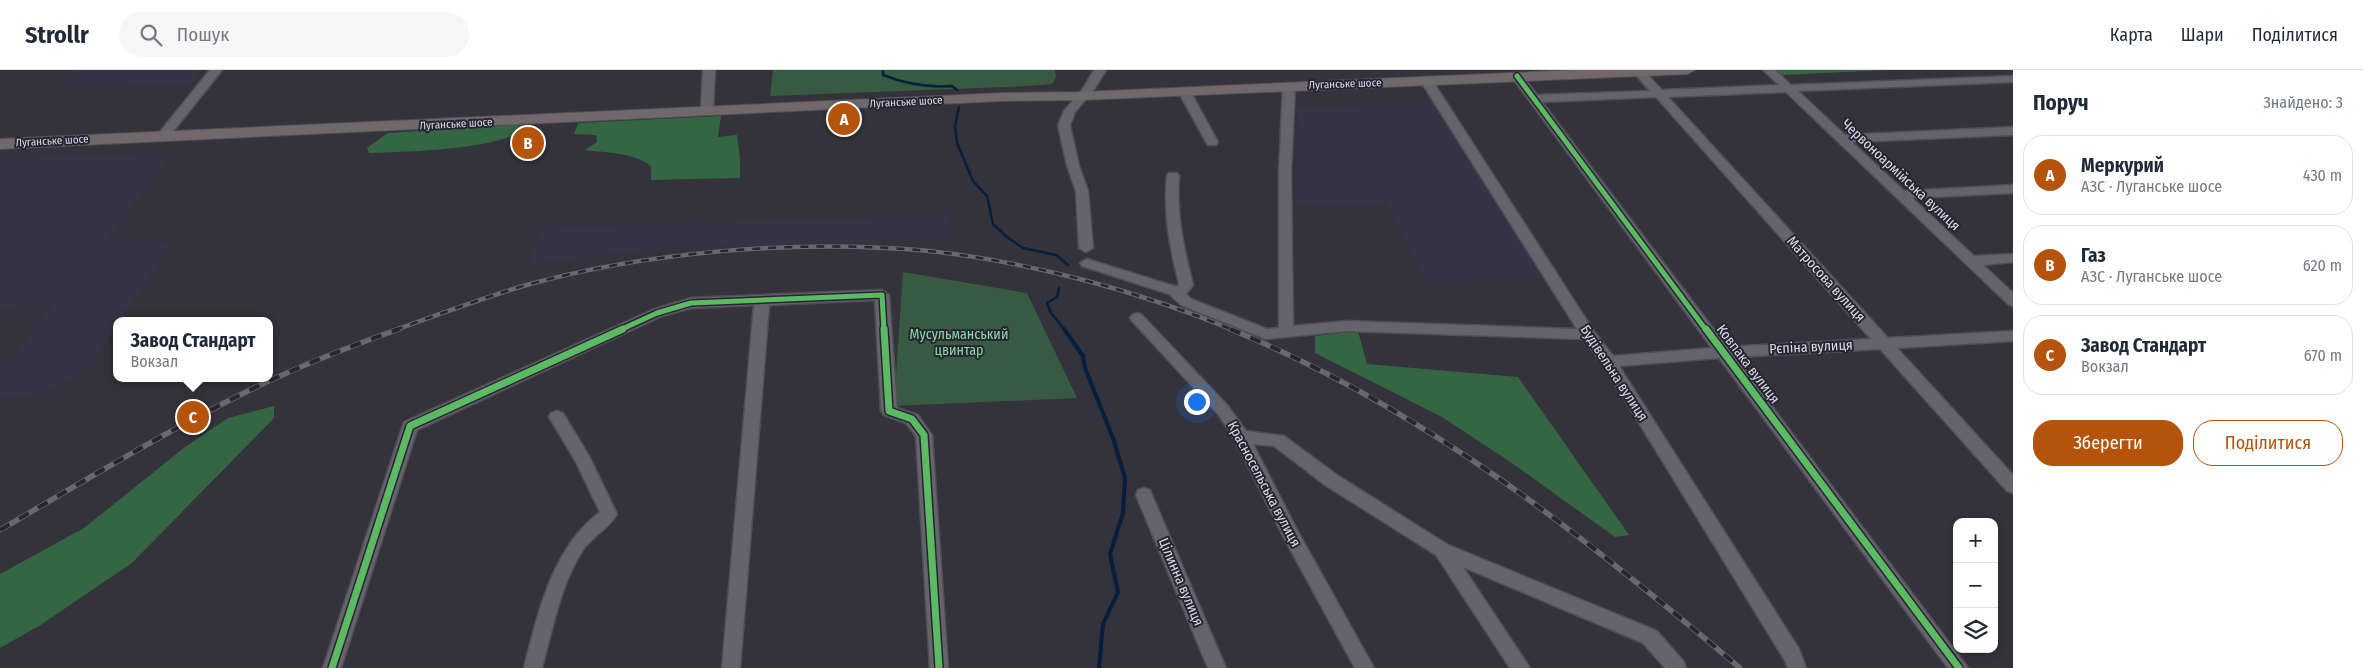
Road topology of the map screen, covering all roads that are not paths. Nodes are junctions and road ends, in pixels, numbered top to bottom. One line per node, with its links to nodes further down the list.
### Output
1 (216, 70): 19 (street)
2 (709, 70): 17 (street)
3 (1100, 70): 14 (street)
4 (1688, 70): 7 (main road, Луганське шосе)
5 (1769, 70): 12 (street, Червоноармійська вулиця)
6 (1494, 72): 8 (main road, Луганське шосе); 10 (main road, Луганське шосе); 14 (main road, Луганське шосе)
7 (1639, 72): 8 (main road, Луганське шосе); 15 (street, Матросова вулиця)
8 (1517, 76): 16 (street, Ковпака вулиця)
9 (2013, 79): 12 (street)
10 (1426, 80): 11 (main road, Луганське шосе); 35 (street, Будівельна вулиця)
11 (1289, 86): 13 (main road, Луганське шосе); 34 (street)
12 (1789, 89): 15 (street); 20 (street, Червоноармійська вулиця)
13 (1184, 91): 14 (main road, Луганське шосе); 21 (street)
14 (1085, 93): 17 (main road, Луганське шосе); 26 (street)
15 (1658, 94): 16 (street); 37 (street, Матросова вулиця)
16 (1534, 99): 38 (street, Ковпака вулиця)
17 (707, 111): 19 (main road, Луганське шосе)
18 (2013, 131): 20 (street)
19 (163, 136): 22 (main road, Луганське шосе)
20 (1842, 139): 25 (street, Червоноармійська вулиця)
21 (1212, 142)
22 (0, 144)
23 (1173, 176): 30 (street)
24 (2013, 189): 25 (street)
25 (1900, 195): 28 (street, Червоноармійська вулиця)
26 (1086, 248)
27 (2013, 258): 28 (street)
28 (1971, 261): 32 (street, Червоноармійська вулиця)
29 (1087, 263): 30 (street)
30 (1178, 295): 34 (street)
31 (762, 299): 45 (street); 47 (street); 48 (street)
32 (2013, 301)
33 (1137, 318): 41 (street, Красносельська вулиця)
34 (1286, 331): 35 (street)
35 (1588, 334): 39 (street, Будівельна вулиця)
36 (2013, 336): 37 (street, Рєпіна вулиця)
37 (1885, 343): 38 (street, Рєпіна вулиця); 42 (street, Матросова вулиця)
38 (1724, 352): 39 (street, Рєпіна вулиця); 54 (street, Ковпака вулиця)
39 (1609, 362): 53 (street, Будівельна вулиця)
40 (557, 417): 46 (street)
41 (1241, 437): 44 (street); 50 (street, Красносельська вулиця)
42 (2013, 486)
43 (1144, 495): 49 (street, Цілинна вулиця)
44 (1442, 550): 51 (street); 52 (street)
45 (332, 668)
46 (532, 668)
47 (731, 668)
48 (939, 668)
49 (1217, 668)
50 (1365, 668)
51 (1521, 668)
52 (1676, 668)
53 (1797, 668)
54 (1959, 668)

-------------------------

Your reply should contain only the number of lines in the entries above with the word "main".

[WRITTEN ANSWER] 9